On AvalonBay Communities' first-quarter earnings call earlier this month, CEO Ben Schall wasted little time before addressing some of the volatility in the current economy.
“Recognizing that we are in a period of heightened uncertainty regarding the impact of policy actions on the broader economy, I want to start by emphasizing that we are very well positioned, given our portfolio makeup, our unique set of strategic capabilities and our preeminent balance sheet, to continue to deliver superior earnings growth for shareholders,” Schall said on the REIT’s earnings call.
AVB, whose home is in the Washington, D.C., suburb of Arlington, Virginia, has a bird’s-eye view of the localized impacts of the Trump administration's policies, specifically those limiting federal funding and mandating government layoffs.
AVB Chief Operating Officer Sean Breslin said the D.C. Metro area continues to perform as expected, and occupancy and availability align with last year's levels. Lease breaks have also fallen year over year over the previous few months. But there are some signs of trouble.
“Over the last few months, we've started to hear from prospects and residents about the level of uncertainty in the job market, but to date, the velocity of activity and pricing in the region has not been impacted,” Breslin said. “About 12% of our resident base is employed by the government, so we're certainly monitoring the pace of leasing, renewal acceptance and other metrics very closely.”
AVB covered more than just its home market in its earnings release and call. Here’s more on what’s happening in its established and expansion regions.
Established regions
AVB is projecting that new deliveries will fall to 80 basis points of existing stock in 2026, which is roughly 45,000 units across its coastal established markets, according to Schall. That level of new deliveries hasn’t been seen in 20 years.
“Our established regions are benefiting from several tailwinds, including strong occupancy and very limited new deliveries this year and in 2026, which should support healthy pricing power,” Schall said.

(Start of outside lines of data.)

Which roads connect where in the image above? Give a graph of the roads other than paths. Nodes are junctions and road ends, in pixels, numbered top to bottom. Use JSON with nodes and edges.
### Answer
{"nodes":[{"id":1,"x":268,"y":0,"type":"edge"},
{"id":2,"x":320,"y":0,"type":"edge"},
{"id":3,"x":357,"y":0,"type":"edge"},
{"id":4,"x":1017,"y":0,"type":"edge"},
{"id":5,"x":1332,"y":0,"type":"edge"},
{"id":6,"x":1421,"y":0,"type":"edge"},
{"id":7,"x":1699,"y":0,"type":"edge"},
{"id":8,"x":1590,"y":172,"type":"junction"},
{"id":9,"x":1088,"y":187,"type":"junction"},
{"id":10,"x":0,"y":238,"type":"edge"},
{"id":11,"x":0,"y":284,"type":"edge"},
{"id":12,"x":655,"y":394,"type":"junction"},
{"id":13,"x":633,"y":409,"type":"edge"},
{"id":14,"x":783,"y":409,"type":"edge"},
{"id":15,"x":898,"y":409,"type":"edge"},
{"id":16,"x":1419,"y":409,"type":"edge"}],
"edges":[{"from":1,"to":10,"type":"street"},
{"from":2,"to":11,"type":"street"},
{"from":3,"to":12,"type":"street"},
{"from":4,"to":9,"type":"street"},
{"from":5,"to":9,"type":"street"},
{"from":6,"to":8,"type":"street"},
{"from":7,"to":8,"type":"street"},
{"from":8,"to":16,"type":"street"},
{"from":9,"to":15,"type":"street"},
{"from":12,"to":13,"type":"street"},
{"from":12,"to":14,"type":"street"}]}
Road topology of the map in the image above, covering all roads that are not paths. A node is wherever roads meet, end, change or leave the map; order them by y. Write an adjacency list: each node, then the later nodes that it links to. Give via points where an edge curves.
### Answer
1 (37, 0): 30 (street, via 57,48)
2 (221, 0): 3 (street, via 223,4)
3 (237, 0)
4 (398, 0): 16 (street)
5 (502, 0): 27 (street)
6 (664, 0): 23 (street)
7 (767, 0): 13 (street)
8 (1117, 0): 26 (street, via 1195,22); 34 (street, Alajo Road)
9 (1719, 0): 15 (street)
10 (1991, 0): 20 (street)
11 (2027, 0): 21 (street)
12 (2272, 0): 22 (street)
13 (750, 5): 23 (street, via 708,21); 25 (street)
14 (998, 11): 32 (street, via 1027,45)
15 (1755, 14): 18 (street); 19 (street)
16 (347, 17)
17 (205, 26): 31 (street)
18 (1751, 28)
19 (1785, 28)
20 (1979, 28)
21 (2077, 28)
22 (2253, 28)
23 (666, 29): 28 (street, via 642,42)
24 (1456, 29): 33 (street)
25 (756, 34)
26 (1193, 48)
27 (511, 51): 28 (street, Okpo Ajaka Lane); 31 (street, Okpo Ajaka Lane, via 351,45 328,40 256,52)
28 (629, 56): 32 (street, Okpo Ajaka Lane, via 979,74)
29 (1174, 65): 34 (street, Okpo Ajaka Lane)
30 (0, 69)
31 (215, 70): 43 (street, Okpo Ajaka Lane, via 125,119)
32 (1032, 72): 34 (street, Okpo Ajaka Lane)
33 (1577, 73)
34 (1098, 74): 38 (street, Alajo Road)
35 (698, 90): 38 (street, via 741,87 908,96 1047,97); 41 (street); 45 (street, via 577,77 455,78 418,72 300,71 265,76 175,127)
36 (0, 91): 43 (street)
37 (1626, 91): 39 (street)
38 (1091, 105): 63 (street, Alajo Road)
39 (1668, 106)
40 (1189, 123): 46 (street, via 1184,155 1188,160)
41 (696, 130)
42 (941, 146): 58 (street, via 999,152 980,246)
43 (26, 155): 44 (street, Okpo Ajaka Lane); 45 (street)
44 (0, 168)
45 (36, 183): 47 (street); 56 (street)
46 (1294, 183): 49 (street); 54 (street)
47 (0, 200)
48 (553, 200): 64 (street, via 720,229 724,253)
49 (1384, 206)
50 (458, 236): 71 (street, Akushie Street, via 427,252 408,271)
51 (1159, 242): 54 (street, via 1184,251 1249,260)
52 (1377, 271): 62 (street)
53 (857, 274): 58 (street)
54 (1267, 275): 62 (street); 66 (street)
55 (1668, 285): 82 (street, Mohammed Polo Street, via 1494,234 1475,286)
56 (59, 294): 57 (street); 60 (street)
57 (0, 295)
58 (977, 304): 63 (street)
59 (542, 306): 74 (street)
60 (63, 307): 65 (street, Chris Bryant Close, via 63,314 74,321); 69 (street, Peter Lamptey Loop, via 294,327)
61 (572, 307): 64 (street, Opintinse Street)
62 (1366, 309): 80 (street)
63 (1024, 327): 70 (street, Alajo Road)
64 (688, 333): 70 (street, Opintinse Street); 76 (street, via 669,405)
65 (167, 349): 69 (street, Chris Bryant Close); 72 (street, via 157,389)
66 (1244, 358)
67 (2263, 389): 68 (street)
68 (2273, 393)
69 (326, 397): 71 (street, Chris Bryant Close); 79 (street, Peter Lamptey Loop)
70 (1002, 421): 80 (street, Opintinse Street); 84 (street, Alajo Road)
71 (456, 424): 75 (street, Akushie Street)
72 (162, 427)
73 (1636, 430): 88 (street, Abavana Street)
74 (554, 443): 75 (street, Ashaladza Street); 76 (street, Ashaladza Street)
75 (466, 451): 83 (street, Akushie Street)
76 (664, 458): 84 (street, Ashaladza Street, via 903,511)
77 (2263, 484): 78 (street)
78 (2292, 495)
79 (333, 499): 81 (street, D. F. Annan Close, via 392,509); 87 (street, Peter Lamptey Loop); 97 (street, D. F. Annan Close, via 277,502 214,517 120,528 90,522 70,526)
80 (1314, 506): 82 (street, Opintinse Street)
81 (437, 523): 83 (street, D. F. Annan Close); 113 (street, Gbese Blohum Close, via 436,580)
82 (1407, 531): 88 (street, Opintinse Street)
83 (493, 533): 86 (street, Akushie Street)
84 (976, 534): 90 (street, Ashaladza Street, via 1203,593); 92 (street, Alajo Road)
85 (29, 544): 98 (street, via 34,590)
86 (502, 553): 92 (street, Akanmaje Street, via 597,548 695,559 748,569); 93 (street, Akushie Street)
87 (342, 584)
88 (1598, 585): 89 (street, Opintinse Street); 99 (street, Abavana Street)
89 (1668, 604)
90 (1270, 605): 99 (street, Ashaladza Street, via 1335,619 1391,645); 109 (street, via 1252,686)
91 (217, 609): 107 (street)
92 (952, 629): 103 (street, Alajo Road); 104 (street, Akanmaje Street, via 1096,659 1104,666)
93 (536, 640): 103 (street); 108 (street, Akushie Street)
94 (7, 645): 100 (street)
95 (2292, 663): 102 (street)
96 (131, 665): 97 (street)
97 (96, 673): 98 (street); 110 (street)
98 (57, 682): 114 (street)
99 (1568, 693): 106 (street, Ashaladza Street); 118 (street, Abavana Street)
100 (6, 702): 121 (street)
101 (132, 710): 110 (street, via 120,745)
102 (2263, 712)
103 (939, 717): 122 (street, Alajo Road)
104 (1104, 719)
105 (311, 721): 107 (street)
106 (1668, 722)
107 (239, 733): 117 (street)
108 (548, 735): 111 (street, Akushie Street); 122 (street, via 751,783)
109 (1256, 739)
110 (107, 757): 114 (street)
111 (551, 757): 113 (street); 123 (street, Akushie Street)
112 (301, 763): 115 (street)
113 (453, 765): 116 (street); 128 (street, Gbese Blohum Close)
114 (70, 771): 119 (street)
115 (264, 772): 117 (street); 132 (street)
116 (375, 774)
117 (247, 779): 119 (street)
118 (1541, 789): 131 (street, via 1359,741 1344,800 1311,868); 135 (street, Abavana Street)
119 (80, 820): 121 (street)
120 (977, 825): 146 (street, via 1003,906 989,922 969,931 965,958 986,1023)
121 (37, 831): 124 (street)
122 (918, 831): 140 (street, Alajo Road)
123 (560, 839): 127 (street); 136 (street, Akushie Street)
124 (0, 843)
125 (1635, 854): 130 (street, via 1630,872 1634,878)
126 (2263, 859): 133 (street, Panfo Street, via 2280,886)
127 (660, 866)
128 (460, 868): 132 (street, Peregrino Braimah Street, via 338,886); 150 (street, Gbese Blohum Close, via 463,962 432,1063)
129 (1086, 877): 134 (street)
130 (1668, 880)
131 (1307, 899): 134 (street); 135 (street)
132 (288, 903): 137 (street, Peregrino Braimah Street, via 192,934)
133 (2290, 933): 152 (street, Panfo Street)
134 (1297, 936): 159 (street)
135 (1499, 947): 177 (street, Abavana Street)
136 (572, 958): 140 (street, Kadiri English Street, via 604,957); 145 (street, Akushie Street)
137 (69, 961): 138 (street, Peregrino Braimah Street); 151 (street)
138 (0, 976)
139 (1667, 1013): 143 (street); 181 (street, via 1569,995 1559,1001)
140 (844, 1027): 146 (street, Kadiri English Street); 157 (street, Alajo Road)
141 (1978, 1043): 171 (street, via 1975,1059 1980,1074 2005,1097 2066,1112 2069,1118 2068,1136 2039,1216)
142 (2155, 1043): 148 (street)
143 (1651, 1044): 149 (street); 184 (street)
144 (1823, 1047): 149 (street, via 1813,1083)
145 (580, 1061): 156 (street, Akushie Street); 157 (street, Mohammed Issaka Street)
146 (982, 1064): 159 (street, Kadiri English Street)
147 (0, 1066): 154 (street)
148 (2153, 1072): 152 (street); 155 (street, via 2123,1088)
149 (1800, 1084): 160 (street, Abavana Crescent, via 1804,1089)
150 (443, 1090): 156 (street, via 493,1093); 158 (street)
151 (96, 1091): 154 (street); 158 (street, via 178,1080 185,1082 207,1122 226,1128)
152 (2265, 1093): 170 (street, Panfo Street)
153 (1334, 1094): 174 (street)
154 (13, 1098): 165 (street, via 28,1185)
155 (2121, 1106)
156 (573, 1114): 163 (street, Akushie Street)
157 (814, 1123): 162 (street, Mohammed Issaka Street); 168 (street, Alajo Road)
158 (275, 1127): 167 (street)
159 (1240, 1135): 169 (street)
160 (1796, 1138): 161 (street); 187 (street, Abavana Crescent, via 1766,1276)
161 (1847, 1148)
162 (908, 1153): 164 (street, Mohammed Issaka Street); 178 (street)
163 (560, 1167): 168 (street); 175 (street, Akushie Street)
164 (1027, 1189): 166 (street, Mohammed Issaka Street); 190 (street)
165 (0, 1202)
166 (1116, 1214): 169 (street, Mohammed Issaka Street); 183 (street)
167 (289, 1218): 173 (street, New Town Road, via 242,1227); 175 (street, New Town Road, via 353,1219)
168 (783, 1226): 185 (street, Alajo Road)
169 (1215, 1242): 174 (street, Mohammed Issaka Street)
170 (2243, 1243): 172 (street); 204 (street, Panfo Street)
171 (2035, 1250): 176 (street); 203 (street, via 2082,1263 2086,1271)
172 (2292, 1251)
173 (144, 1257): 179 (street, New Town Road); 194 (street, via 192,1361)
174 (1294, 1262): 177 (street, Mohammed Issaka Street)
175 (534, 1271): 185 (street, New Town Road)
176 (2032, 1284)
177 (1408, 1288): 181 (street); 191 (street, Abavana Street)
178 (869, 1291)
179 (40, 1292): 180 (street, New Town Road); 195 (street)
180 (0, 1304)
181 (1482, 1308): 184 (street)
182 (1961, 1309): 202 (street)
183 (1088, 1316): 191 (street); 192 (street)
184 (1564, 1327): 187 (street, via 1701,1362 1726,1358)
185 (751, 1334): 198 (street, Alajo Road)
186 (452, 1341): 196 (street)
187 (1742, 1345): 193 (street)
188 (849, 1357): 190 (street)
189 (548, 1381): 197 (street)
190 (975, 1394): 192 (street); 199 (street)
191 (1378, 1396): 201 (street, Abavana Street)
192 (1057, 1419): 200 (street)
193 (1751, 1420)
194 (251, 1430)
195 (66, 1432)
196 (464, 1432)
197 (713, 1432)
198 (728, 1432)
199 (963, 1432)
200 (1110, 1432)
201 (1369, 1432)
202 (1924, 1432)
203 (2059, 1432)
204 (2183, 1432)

In Seattle, return-to-office mandates from Amazon, Microsoft and others; relatively strong job growth; and limited new supply in suburban markets have helped AVB. The REIT’s properties are more than 96% occupied across the Northern California region, which is about 50 basis points higher than last year.
“Northern California, specifically San Jose and San Francisco, continues to improve and at a pace that's slightly ahead of our original expectations,” Breslin said. “Performance in San Jose picked up at the end of last year, but San Francisco really started to gain momentum at the beginning of this year.”
As other REITs have noted, Los Angeles is more challenging. While the metro’s availability and occupancy are in line with last year's, according to Breslin, AVB’s year-to-date asking rent growth is below historical norms at just 3%.
“We'll need to see better job growth in LA, which has been weak recently, to experience stronger performance throughout the remainder of this year,” Breslin said.
Expansion regions
Unlike its established regions, supply continues to be a concern in AVB’s coastal markets.
“While we are pleased with the portfolios we have curated in our expansion regions, we do expect these markets to continue to face operating softness until deliveries decline and market occupancies rebuild,” Schall said. “On the flip side, this softness provides opportunities as we execute on our longer-term portfolio optimization goals, selectively increasing our allocation to our chosen expansion regions.”
In Q1, AVB announced it acquired eight properties in Texas from entities associated with Little Rock, Arkansas-based owner BSR Real Estate Investment Trust. The deal closed last week.
“These are all relatively simple walk-up garden assets in suburban submarkets in our target geographies,” Matthew Birenbaum, AvalonBay’s chief investment officer, said on the earnings call. “And that doesn't happen all that often. So, mostly what we've done until this point has been buying kind of one-offs, and that's still kind of the base case assumption.”
Like other trades, AVB sold assets from its established regions and redeployed that capital to the expansion regions in the Texas deals.
BY THE NUMBERS
Category | Q1 | YOY Change |
Total revenue | $693.1 million | 3% |
Net operating income | $478.3 million | 2.6% |
Operating expenses | $214.8 million | 4% |
Funds from operations | $2.78 | 1.8% |
Revenue per occupied unit | $3,032 | 2.9% |
Economic occupancy | 96.0% | 0.1% |
SOURCE: AvalonBay
“You think about where rents in these markets have traveled over the last three years,” Breslin said. “You look at the basis at which we can enter these markets and the Texas transaction being a good example of that at $230,000 a door, and we're thinking about long-term both earnings and value creation.”
AVB will also continue to grow from developments with $3 billion of projects match funded and construction costs substantially locked in. “As these projects lease up this year and next, they will produce a meaningful incremental stream of earnings that is unique to AvalonBay,” Schall said.